To do so, we need to skip over the dimensionality reduction and clustering steps since we already know the labels for our documents. We can use the documents and labels from the 20 NewsGroups dataset to create topics from those 20 labels:
from sklearn.datasets import fetch_20newsgroups
# Get labeled data
data = fetch_20newsgroups(subset='all', remove=('headers', 'footers', 'quotes'))
docs = data['data']
y = data['target']
Then, we make sure to create empty instances of the dimensionality reduction and clustering steps. We pass those to BERTopic to simply skip over them and go to the topic representation process:
from bertopic import BERTopic
from bertopic.backend import BaseEmbedder
from bertopic.cluster import BaseCluster
from bertopic.vectorizers import ClassTfidfTransformer
from bertopic.dimensionality import BaseDimensionalityReduction
# Prepare our empty sub-models and reduce frequent words while we are at it.

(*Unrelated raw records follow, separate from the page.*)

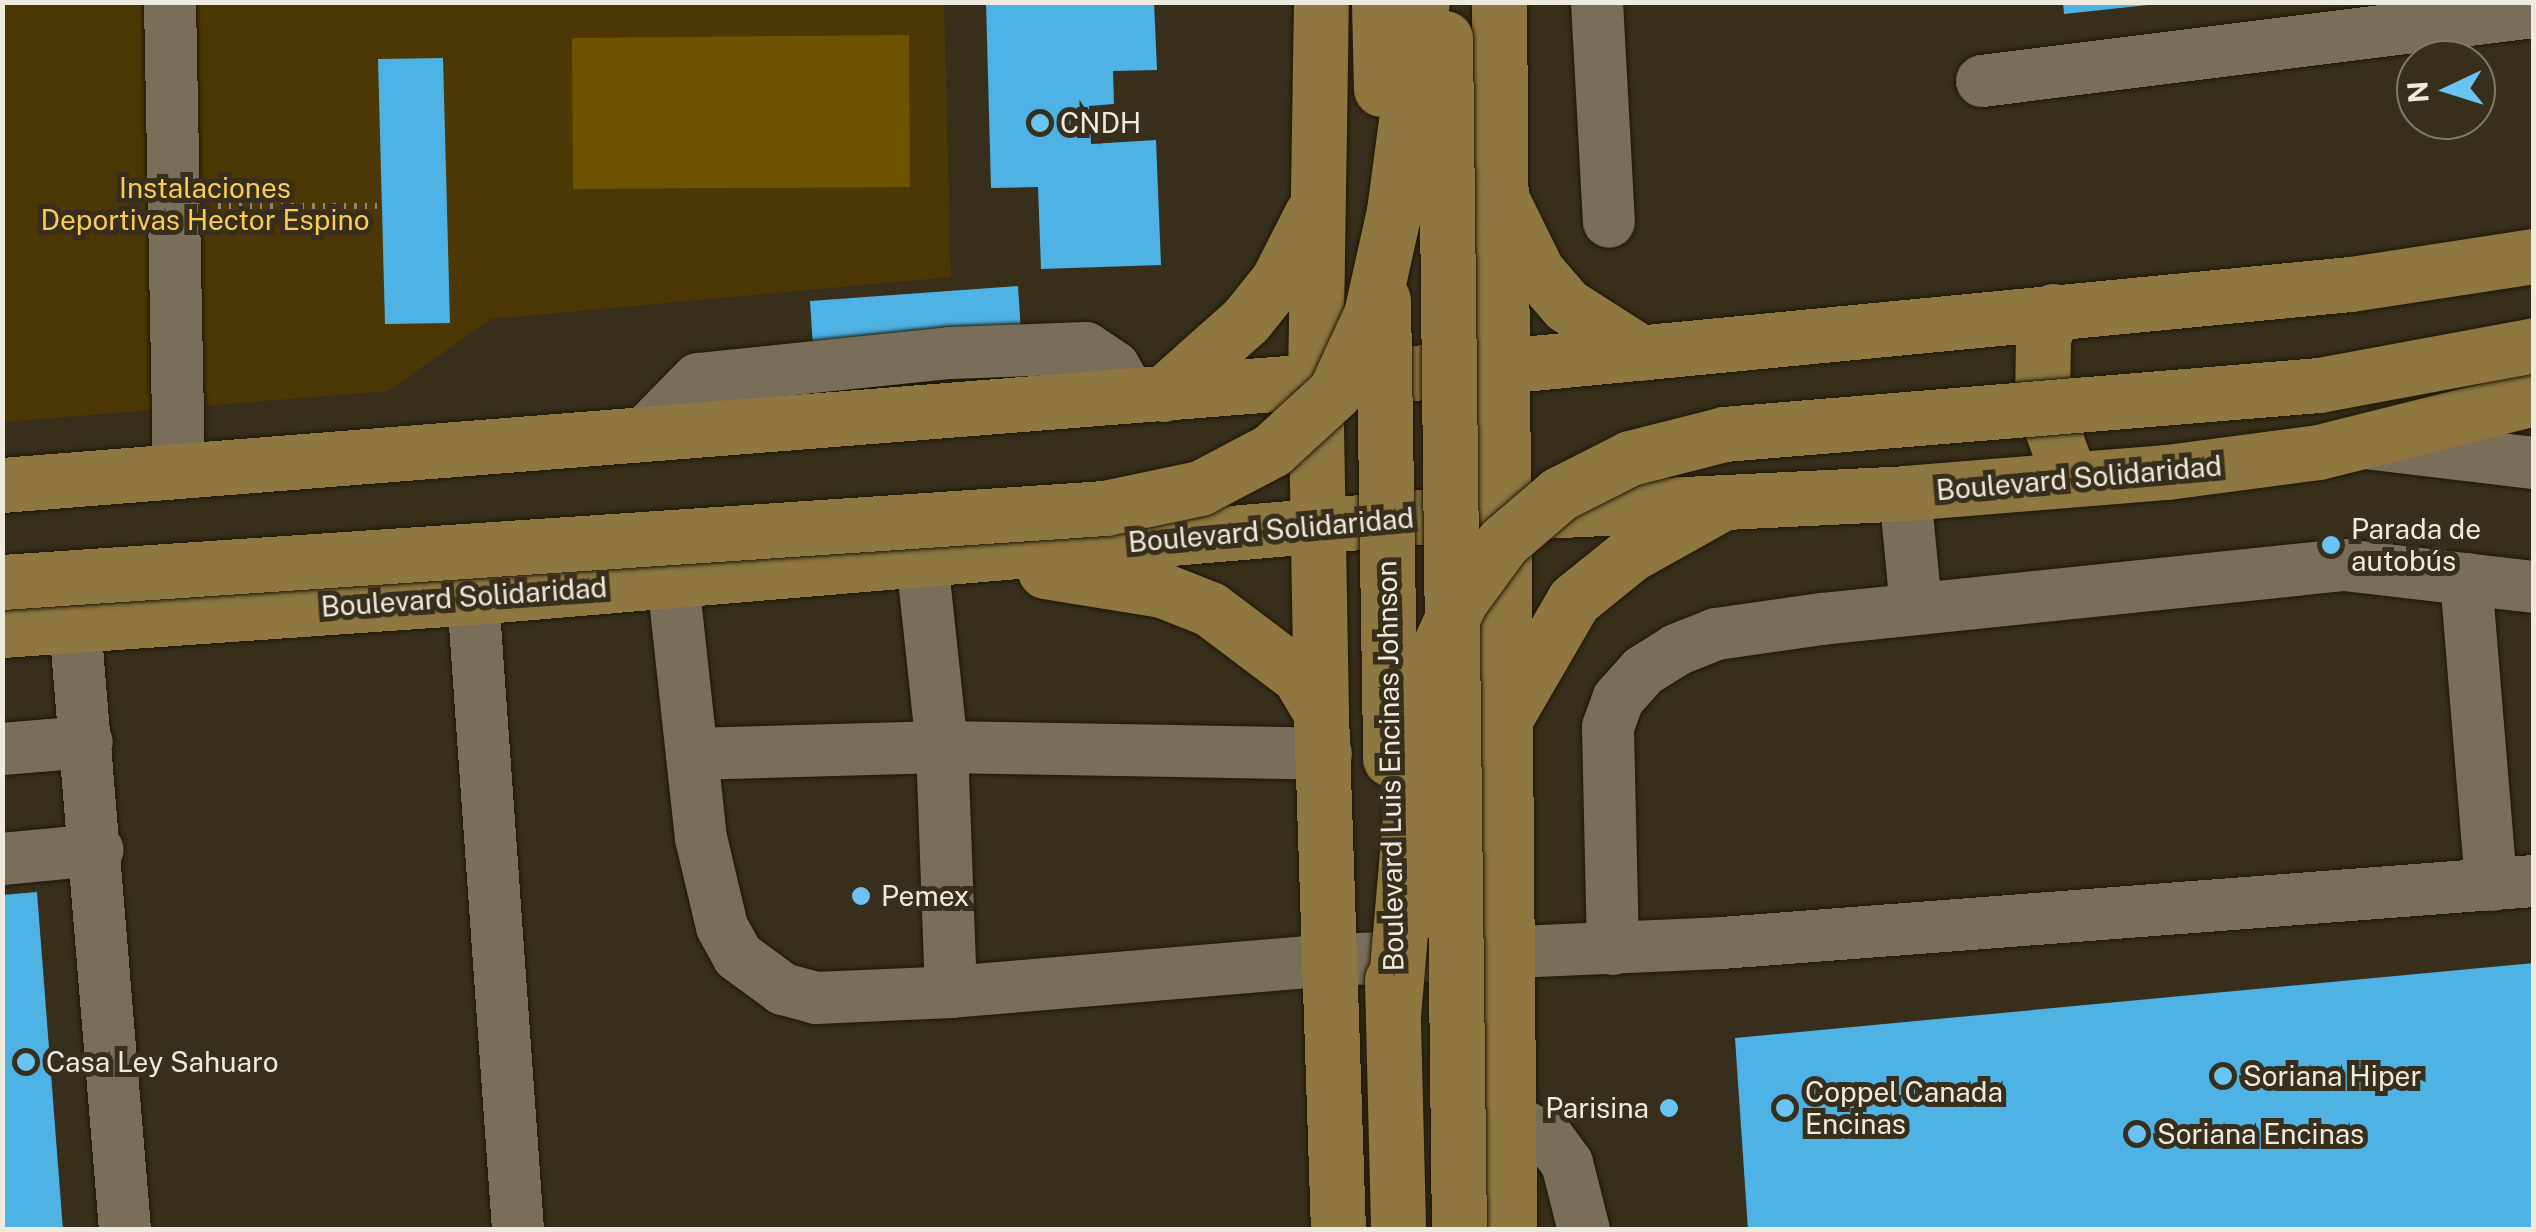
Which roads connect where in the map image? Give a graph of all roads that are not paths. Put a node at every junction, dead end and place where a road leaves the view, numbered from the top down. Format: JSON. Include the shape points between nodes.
{"nodes":[{"id":1,"x":170,"y":2,"type":"edge"},
{"id":2,"x":1321,"y":2,"type":"edge"},
{"id":3,"x":1380,"y":2,"type":"edge"},
{"id":4,"x":1422,"y":2,"type":"edge"},
{"id":5,"x":1444,"y":2,"type":"edge"},
{"id":6,"x":1499,"y":2,"type":"edge"},
{"id":7,"x":1597,"y":2,"type":"edge"},
{"id":8,"x":2534,"y":12,"type":"edge"},
{"id":9,"x":1982,"y":81,"type":"dead end"},
{"id":10,"x":1500,"y":191,"type":"junction"},
{"id":11,"x":1318,"y":199,"type":"junction"},
{"id":12,"x":1609,"y":222,"type":"dead end"},
{"id":13,"x":2534,"y":256,"type":"edge"},
{"id":14,"x":2053,"y":311,"type":"junction"},
{"id":15,"x":2534,"y":345,"type":"edge"},
{"id":16,"x":1641,"y":353,"type":"junction"},
{"id":17,"x":1502,"y":366,"type":"junction"},
{"id":18,"x":1315,"y":382,"type":"junction"},
{"id":19,"x":1147,"y":395,"type":"junction"},
{"id":20,"x":2534,"y":398,"type":"edge"},
{"id":21,"x":2364,"y":442,"type":"junction"},
{"id":22,"x":2534,"y":463,"type":"edge"},
{"id":23,"x":179,"y":472,"type":"junction"},
{"id":24,"x":2070,"y":479,"type":"junction"},
{"id":25,"x":5,"y":483,"type":"edge"},
{"id":26,"x":1906,"y":492,"type":"junction"},
{"id":27,"x":1730,"y":498,"type":"junction"},
{"id":28,"x":1505,"y":514,"type":"junction"},
{"id":29,"x":1318,"y":525,"type":"junction"},
{"id":30,"x":937,"y":559,"type":"junction"},
{"id":31,"x":2466,"y":580,"type":"junction"},
{"id":32,"x":673,"y":581,"type":"junction"},
{"id":33,"x":2,"y":582,"type":"edge"},
{"id":34,"x":2534,"y":587,"type":"edge"},
{"id":35,"x":472,"y":597,"type":"junction"},
{"id":36,"x":1916,"y":608,"type":"junction"},
{"id":37,"x":75,"y":624,"type":"junction"},
{"id":38,"x":2,"y":630,"type":"edge"},
{"id":39,"x":1504,"y":724,"type":"junction"},
{"id":40,"x":1324,"y":733,"type":"junction"},
{"id":41,"x":87,"y":742,"type":"junction"},
{"id":42,"x":942,"y":748,"type":"junction"},
{"id":43,"x":2,"y":750,"type":"edge"},
{"id":44,"x":692,"y":754,"type":"junction"},
{"id":45,"x":98,"y":850,"type":"junction"},
{"id":46,"x":2,"y":858,"type":"edge"},
{"id":47,"x":2512,"y":883,"type":"edge"},
{"id":48,"x":1613,"y":949,"type":"junction"},
{"id":49,"x":1505,"y":952,"type":"junction"},
{"id":50,"x":1333,"y":960,"type":"junction"},
{"id":51,"x":950,"y":992,"type":"junction"},
{"id":52,"x":1393,"y":1014,"type":"junction"},
{"id":53,"x":1508,"y":1118,"type":"junction"},
{"id":54,"x":125,"y":1230,"type":"edge"},
{"id":55,"x":518,"y":1230,"type":"edge"},
{"id":56,"x":1338,"y":1230,"type":"edge"},
{"id":57,"x":1398,"y":1230,"type":"edge"},
{"id":58,"x":1458,"y":1230,"type":"edge"},
{"id":59,"x":1509,"y":1230,"type":"edge"},
{"id":60,"x":1584,"y":1230,"type":"edge"}],
"edges":[{"from":1,"to":23,"type":"street"},
{"from":2,"to":11,"type":"main road"},
{"from":3,"to":52,"type":"main road","name":"Boulevard Luis Encinas Johnson","bridge":true},
{"from":4,"to":33,"type":"main road","bridge":true,"via":[[1394,211],[1371,314],[1335,392],[1272,450],[1200,488],[1105,508]]},
{"from":5,"to":58,"type":"main road","bridge":true},
{"from":6,"to":10,"type":"main road"},
{"from":7,"to":12,"type":"street"},
{"from":8,"to":9,"type":"street"},
{"from":10,"to":16,"type":"main road","via":[[1538,272],[1566,305]]},
{"from":10,"to":17,"type":"main road"},
{"from":11,"to":18,"type":"main road"},
{"from":11,"to":19,"type":"main road","via":[[1278,280],[1246,320]]},
{"from":13,"to":14,"type":"main road","via":[[2351,284]]},
{"from":14,"to":16,"type":"main road"},
{"from":14,"to":24,"type":"main road","via":[[2043,339],[2042,401]]},
{"from":15,"to":52,"type":"main road","bridge":true,"via":[[2319,386],[1724,434],[1630,458],[1559,494],[1504,542],[1460,601],[1433,660],[1416,748]]},
{"from":16,"to":17,"type":"main road"},
{"from":17,"to":18,"type":"main road"},
{"from":17,"to":28,"type":"main road"},
{"from":18,"to":19,"type":"main road"},
{"from":18,"to":29,"type":"main road"},
{"from":19,"to":23,"type":"main road"},
{"from":20,"to":21,"type":"main road","name":"Boulevard Solidaridad"},
{"from":21,"to":22,"type":"street"},
{"from":21,"to":24,"type":"main road","name":"Boulevard Solidaridad","via":[[2239,464]]},
{"from":23,"to":25,"type":"main road"},
{"from":24,"to":26,"type":"main road","name":"Boulevard Solidaridad"},
{"from":26,"to":27,"type":"main road","name":"Boulevard Solidaridad"},
{"from":26,"to":36,"type":"street"},
{"from":27,"to":28,"type":"main road","name":"Boulevard Solidaridad"},
{"from":27,"to":39,"type":"main road","via":[[1631,554],[1574,600]]},
{"from":28,"to":29,"type":"main road","name":"Boulevard Solidaridad"},
{"from":28,"to":39,"type":"main road"},
{"from":29,"to":30,"type":"main road","name":"Boulevard Solidaridad"},
{"from":29,"to":40,"type":"main road"},
{"from":30,"to":32,"type":"main road","name":"Boulevard Solidaridad"},
{"from":30,"to":40,"type":"main road","via":[[1162,590],[1210,609],[1299,676]]},
{"from":30,"to":42,"type":"street"},
{"from":31,"to":34,"type":"street"},
{"from":31,"to":36,"type":"street","via":[[2344,565]]},
{"from":31,"to":47,"type":"street"},
{"from":32,"to":35,"type":"main road","name":"Boulevard Solidaridad"},
{"from":32,"to":44,"type":"street"},
{"from":35,"to":37,"type":"main road","name":"Boulevard Solidaridad"},
{"from":35,"to":55,"type":"street"},
{"from":36,"to":48,"type":"street","via":[[1716,634],[1643,671],[1618,699],[1608,727]]},
{"from":37,"to":38,"type":"main road","name":"Boulevard Solidaridad"},
{"from":37,"to":41,"type":"street"},
{"from":39,"to":49,"type":"main road"},
{"from":40,"to":42,"type":"street"},
{"from":40,"to":50,"type":"main road"},
{"from":41,"to":43,"type":"street"},
{"from":41,"to":45,"type":"street"},
{"from":42,"to":44,"type":"street"},
{"from":42,"to":51,"type":"street"},
{"from":44,"to":51,"type":"street","via":[[714,901],[738,956],[757,976],[816,998]]},
{"from":45,"to":46,"type":"street"},
{"from":45,"to":54,"type":"street"},
{"from":47,"to":48,"type":"street"},
{"from":48,"to":49,"type":"street"},
{"from":49,"to":50,"type":"street"},
{"from":49,"to":53,"type":"main road"},
{"from":50,"to":51,"type":"street"},
{"from":50,"to":56,"type":"main road"},
{"from":52,"to":57,"type":"main road","name":"Boulevard Luis Encinas Johnson","bridge":true},
{"from":53,"to":59,"type":"main road"},
{"from":53,"to":60,"type":"street","via":[[1550,1140],[1567,1163]]}]}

empty_embedding_model = BaseEmbedder()
empty_dimensionality_model = BaseDimensionalityReduction()
empty_cluster_model = BaseCluster()
ctfidf_model = ClassTfidfTransformer(reduce_frequent_words=True)
# Fit BERTopic without actually performing any clustering
topic_model= BERTopic(
embedding_model=empty_embedding_model,
umap_model=empty_dimensionality_model,
hdbscan_model=empty_cluster_model,
ctfidf_model=ctfidf_model
)
topics, probs = topic_model.fit_transform(docs, y=y)
Let's take a look at a few topics that we get out of training this way by running topic_model.get_topic_info()
:
We can see several interesting topics appearing here. They seem to relate to the 20 classes we had as input. Now, let's map those topics to our original classes to view their relationship:
# Map input `y` to topics
mappings = topic_model.topic_mapper_.get_mappings()
mappings = {value: data["target_names"][key] for key, value in mappings.items()}
# Assign original classes to our topics
df = topic_model.get_topic_info()
df["Class"] = df.Topic.map(mappings)
df
We can see that the c-TF-IDF representations nicely extract the words that give a nice representation of our input classes. This is all done without actually embedding and clustering the data.
As a result, the entire "training" process only takes a couple of seconds. Moreover, we can still perform BERTopic-specific features like dynamic topic modeling, topics per class, hierarchical topic modeling, modeling topic distributions, etc.
Note
The resulting topics
may be a different mapping from the y
labels. To map y
to topics
, we can run the following:
mappings = topic_model.topic_mapper_.get_mappings()
y_mapped = [mappings[val] for val in y]